他六岁,踮起脚尖的那一刻,就像一颗小星球



我也想学会一门外语


一群外国诗人,他们

用英语朗诵,用俄语朗诵

用阿拉伯语朗诵,用立陶宛语朗诵

在语言中穿行。语言有边境吗

舌头上的帕达马加·伊延加尔

爱温德·图姆博、汉南·阿瓦得

而更自由的,托马斯·温茨洛瓦

除母语外,他还精通俄语、波兰语

这使他自由得如同流亡,多受语言之伤

语言发生的冲突

必将在一个人身上,得到和解

爱这国,爱那国,他不懂中文

却爱李白的敬亭山

语言使人的爱没有边界,但仍有限

一个人终不能,说自己爱宇宙

因此,我也想学会一门外语

好使我的爱,更广阔,也至更狭隘

从爱河流到爱鱼,从爱森林,到爱敏捷的鹿

从爱平方公里到爱人

我要学的这门外语,一定要是小语种

比最小的国家还小

几近濒危,小得如同一面屋顶

世上,已没几人能说。

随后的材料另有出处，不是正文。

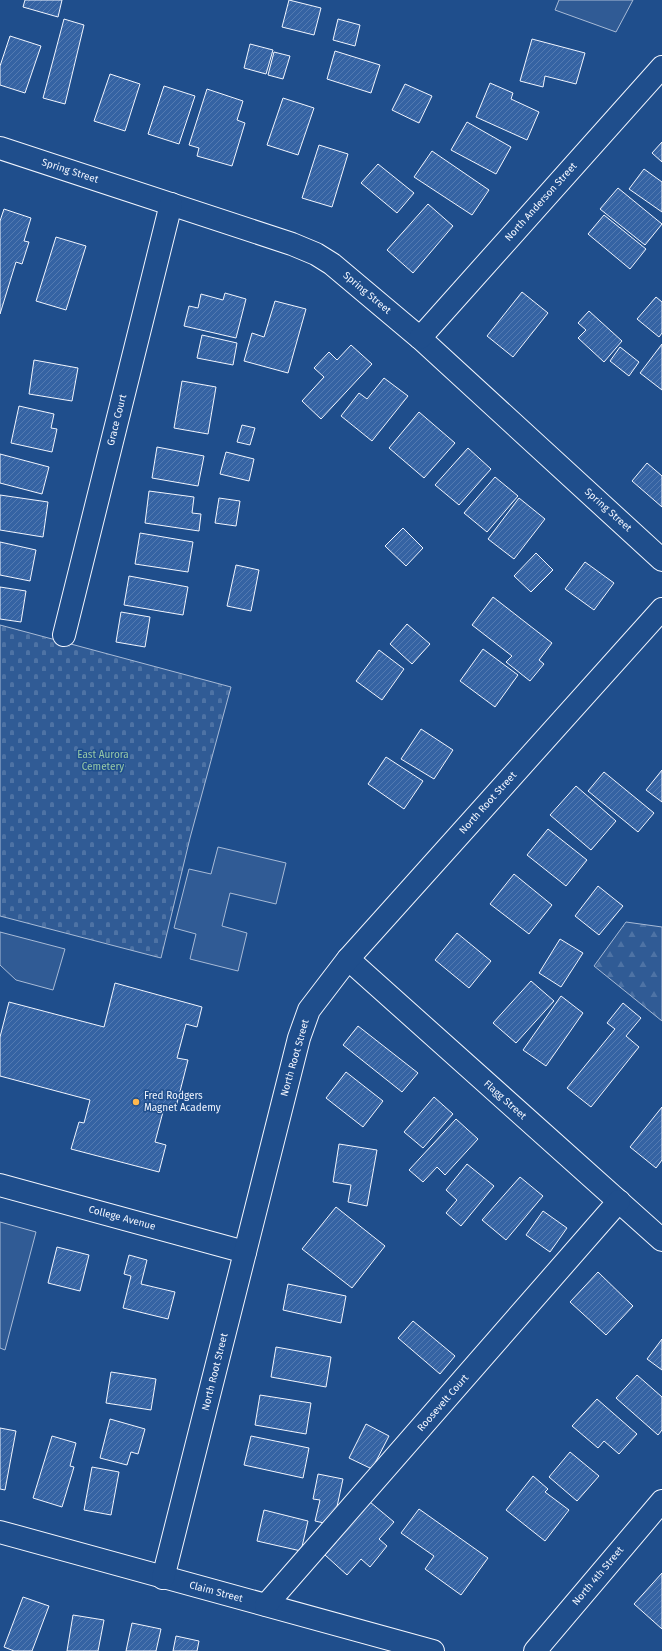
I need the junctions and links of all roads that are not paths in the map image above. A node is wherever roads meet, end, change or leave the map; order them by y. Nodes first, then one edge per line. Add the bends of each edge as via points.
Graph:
1 (662, 67) edge
2 (0, 148) edge
3 (171, 204) junction
4 (420, 338) junction
5 (662, 560) edge
6 (662, 609) edge
7 (64, 635) dead end
8 (348, 959) junction
9 (0, 1185) edge
10 (619, 1201) junction
11 (662, 1240) edge
12 (245, 1252) junction
13 (662, 1501) edge
14 (0, 1532) edge
15 (163, 1578) junction
16 (266, 1605) junction
17 (433, 1651) edge
18 (535, 1651) edge

1 - 4 street, North Anderson Street
2 - 3 street, Spring Street
3 - 4 street, Spring Street via 316,254 332,264
3 - 7 street, Grace Court
4 - 5 street, Spring Street
6 - 8 street, North Root Street
8 - 10 street, Flagg Street
8 - 12 street, North Root Street via 309,1010 299,1038
9 - 12 street, College Avenue
10 - 11 street, Flagg Street
10 - 16 street, Roosevelt Court
12 - 15 street, North Root Street
13 - 18 street, North 4th Street
14 - 15 street, Claim Street
15 - 16 street, Claim Street
16 - 17 street, Claim Street

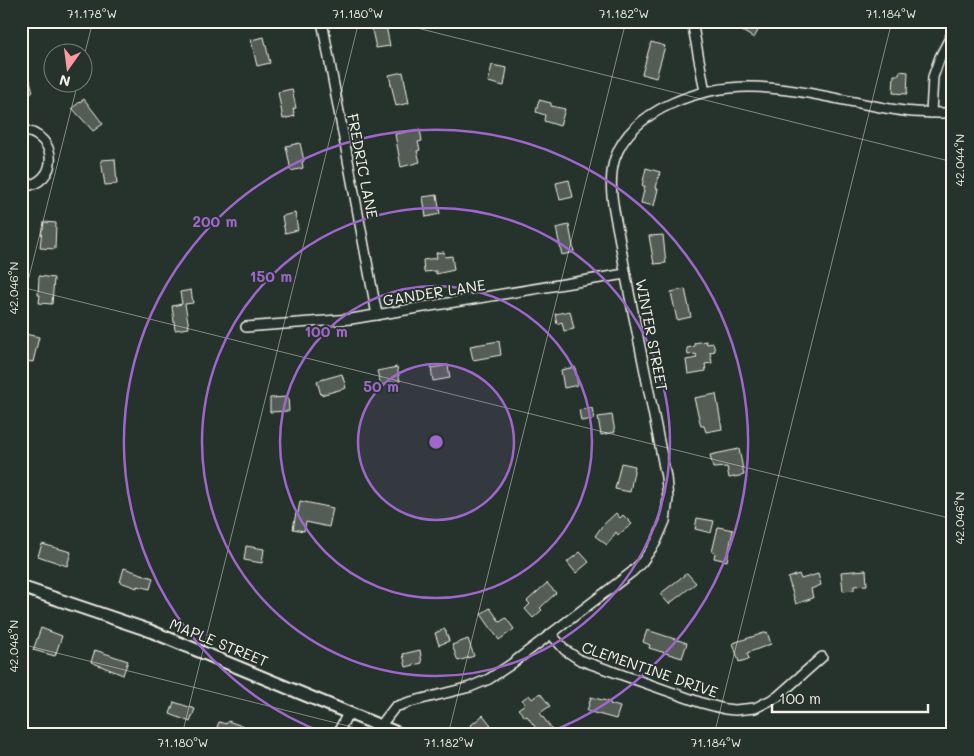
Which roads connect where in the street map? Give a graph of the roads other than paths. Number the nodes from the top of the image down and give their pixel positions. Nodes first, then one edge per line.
1 (322, 21) edge
2 (692, 21) edge
3 (953, 32) edge
4 (705, 92) junction
5 (931, 113) junction
6 (953, 113) edge
7 (21, 130) edge
8 (21, 187) edge
9 (625, 274) junction
10 (377, 315) junction
11 (246, 327) dead end
12 (21, 587) edge
13 (551, 634) junction
14 (822, 657) dead end
15 (348, 713) junction
16 (381, 725) junction
17 (337, 735) edge
18 (402, 735) edge

1 - 10 street, FREDRIC LANE
2 - 4 street
3 - 5 street
4 - 5 street, WINTER STREET
4 - 9 street, WINTER STREET
5 - 6 street, WINTER STREET
7 - 8 street
9 - 10 street, GANDER LANE
9 - 13 street, WINTER STREET
10 - 11 street, GANDER LANE
12 - 15 street, MAPLE STREET
13 - 14 street, CLEMENTINE DRIVE
13 - 16 street, WINTER STREET
15 - 16 street, MAPLE STREET
15 - 17 street
16 - 18 street, MAPLE STREET

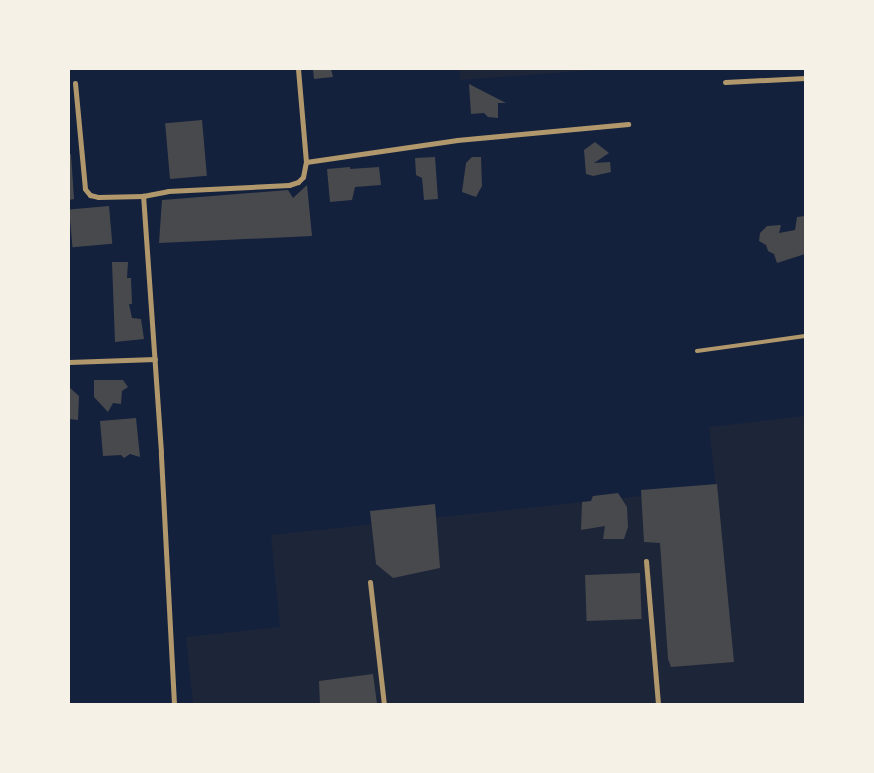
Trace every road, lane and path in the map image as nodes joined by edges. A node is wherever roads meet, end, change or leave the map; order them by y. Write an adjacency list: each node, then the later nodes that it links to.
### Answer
1 (298, 69): 6 (street)
2 (805, 78): 3 (street)
3 (725, 82)
4 (75, 83): 7 (street)
5 (628, 124): 6 (street)
6 (306, 162): 7 (street)
7 (143, 196): 10 (street)
8 (805, 336): 9 (lane)
9 (697, 351)
10 (155, 359): 11 (street); 14 (street)
11 (69, 362)
12 (646, 561): 16 (street)
13 (370, 582): 15 (street)
14 (174, 704)
15 (384, 704)
16 (658, 704)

与我交谈的人

更是稀少,但无比自由

以至于石头也加入到我们中间



在大海上签字


接过对方递过来的文件、合同、承诺书……

在他们指点的地方,我签字,摁手印

一笔一画,用正楷,确认自己,是自己

下午,我去了海边

由于惯性,我在海水上,签字

在浪花上摁手印

多么精美的手印啊

如同寒冬,窗户上的冰花

遥远的海平面,我看见暴雨

还在打印新的内容和条款



荒山怯


去爬一座山,才到山脚

路走进草丛里,就消失了

草密得分不开,我没有蛇的身体

我感觉蛇在其中穿行

一生从未见过老虎,即使是动物园的那只

却感觉老虎嘴里嚼着青草,在那里等我

风吹满山的荒草,澎湃、起伏

风也展开我身上的荒野

我是一种荒芜,为何怯步于另一种荒芜

山峦不修边幅,而我早已把我的辽阔、杂乱

鲜花、荆棘,整理得一丝不苟

如那蛇精巧的舌头,漂亮的文身

如那老虎的眼睛清亮

皮毛顺滑,用草叶梳理过

此刻,荒山对我虎视眈眈

我也大胆走上去

用分叉似小径的舌头

拂舐它火焰般的脸


诗人简介


笨水1974 年生,从事文化传媒策划工作。